Prefácio do livro “Andanças” de Helio Eduardo Pinto Pinheiro
Com muito orgulho publico nesta data (na verdade já era para eu ter publicado há muito tempo, rsrs), prefácio do livro “Andanças” escrito por meu amigo Helio Eduardo Pinto Pinheiro.
A profundidade e alcance das palavras nele contidas, remontam um quebra-cabeça de magnitude ímpar, que na verdade está montado, provavelmente, dentro de cada um de nós.
Nós, seres humanos.
Isso que somos: meros seres humanos!
Andanças
Prolegômenos
Uma parte dos homens, cidadãos (ou não) deste mundo, sente-se insatisfeita e incompleta. Embora essa insatisfação seja, de alguma forma, generalizada, o que destaca este grupo humano é a sua consciência a respeito de suas próprias insatisfações, ou quando menos, expuseram-se a elas – não elas sejam propriamente conhecidas, pois assim teríamos nossas soluções, ao menos em parte. e creio ser esta insatisfação, mesmo que concretamente desconhecida, porém conscientemente percebida, e de ser este grupo humano, os responsáveis pelas grandes mudanças históricas, políticas, – e mesmo pessoais, de cada indivíduo – ou não, da humanidade. Por isso é que classifico as insatisfações humanas, assim como estes grupos humanos como importantes alavancas, e fomentadores do nosso desenvolvimento, ou seja, foram eles os responsáveis pela nossa saída das cavernas para os campos, grandes e imensos, embora cheios de surpresas e riscos, à nossa frente. Portanto, fazer parte deste grupo, embora seja angustiante e atormentador é, de alguma forma, alentador.
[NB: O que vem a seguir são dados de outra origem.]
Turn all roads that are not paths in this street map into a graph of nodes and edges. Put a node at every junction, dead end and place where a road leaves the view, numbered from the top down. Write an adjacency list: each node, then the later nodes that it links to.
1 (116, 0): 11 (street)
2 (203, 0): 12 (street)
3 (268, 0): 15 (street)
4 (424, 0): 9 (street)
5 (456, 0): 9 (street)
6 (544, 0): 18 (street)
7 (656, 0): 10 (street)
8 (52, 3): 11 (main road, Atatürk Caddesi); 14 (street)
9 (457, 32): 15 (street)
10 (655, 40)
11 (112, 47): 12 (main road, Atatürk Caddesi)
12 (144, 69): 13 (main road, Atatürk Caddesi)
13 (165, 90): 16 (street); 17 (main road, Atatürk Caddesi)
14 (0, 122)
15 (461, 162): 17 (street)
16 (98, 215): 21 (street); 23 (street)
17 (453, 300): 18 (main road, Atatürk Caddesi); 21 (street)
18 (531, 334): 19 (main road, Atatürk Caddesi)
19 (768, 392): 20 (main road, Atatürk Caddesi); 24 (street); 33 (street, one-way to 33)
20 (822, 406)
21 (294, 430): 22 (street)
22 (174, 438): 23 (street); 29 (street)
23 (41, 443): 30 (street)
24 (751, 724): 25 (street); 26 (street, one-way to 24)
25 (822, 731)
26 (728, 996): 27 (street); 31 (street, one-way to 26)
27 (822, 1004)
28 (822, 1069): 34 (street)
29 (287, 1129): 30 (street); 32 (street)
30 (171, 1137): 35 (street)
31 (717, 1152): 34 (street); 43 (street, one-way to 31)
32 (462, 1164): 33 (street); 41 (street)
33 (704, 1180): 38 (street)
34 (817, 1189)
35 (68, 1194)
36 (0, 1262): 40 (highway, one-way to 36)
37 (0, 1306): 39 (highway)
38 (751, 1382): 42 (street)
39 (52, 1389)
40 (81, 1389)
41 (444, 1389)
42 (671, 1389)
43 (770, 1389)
Por que nossas angústias e ansiedades, a não ser pela causa de sermos e percebermos sermos incompletos e inautossuficientes? E de que precisamos para que nossa dependência se extinga? Não sabemos! E eis aí a nossa busca!(?) É preciso realizarmos a nossa catarse, e aí sim realizarmos o nosso processo. É impossível viver sobre o manto da mediocridade e do comum. Necessário se faz, e urge que iniciemos algum processo que nos catapulte para novas paragens. Entretanto, sem permitir que as antigas caiam em esquecimento. Observando as teorias científicas – embora não estejam ainda completamente definidas, e terem alcançado o status de verdades- sobre o surgimento do universo, da vida e do próprio homem, podemos perceber algo de comum em todas elas, cujo tema principal será o desenvolvimento das coisas, dos eventos. Enfim, evolução! (?) Para onde? Existe limiar? Até quando? Não sabemos, e creio que as respostas não sejam, afinal, tão importantes. Porém, acredito também que pelo menos algumas indicações, concretas, sobre as respostas seriam o suficiente para que pudéssemos prosseguir, em nossa jornada, de maneira mais tranqüila e menos conturbada. Por conseguinte, qualquer forma de resposta, que se tornasse, ao menos por um tempo qualquer, uma resposta definitiva para nossos desejos e anseios, fossilizaria e cristalizaria nosso desenvolvimento. Tornaríamos seculares em nosso pensamentos. Estabilizaria, por momentos, nossas angústias, no entanto barraria o nosso crescimento. Nos congelaria Não existe Paraíso! Não pode haver Pois isso seria a própria morte do espírito humano! Toda a natureza é dinâmica. Todo o Universo é movimento! É insatisfeito, inquieto. Natureza e Universo, sempre formando novas formas de se atualizar, e atualizando. Impondo novos conceitos e comportamentos, novas formas de adaptação. Não são estáticos!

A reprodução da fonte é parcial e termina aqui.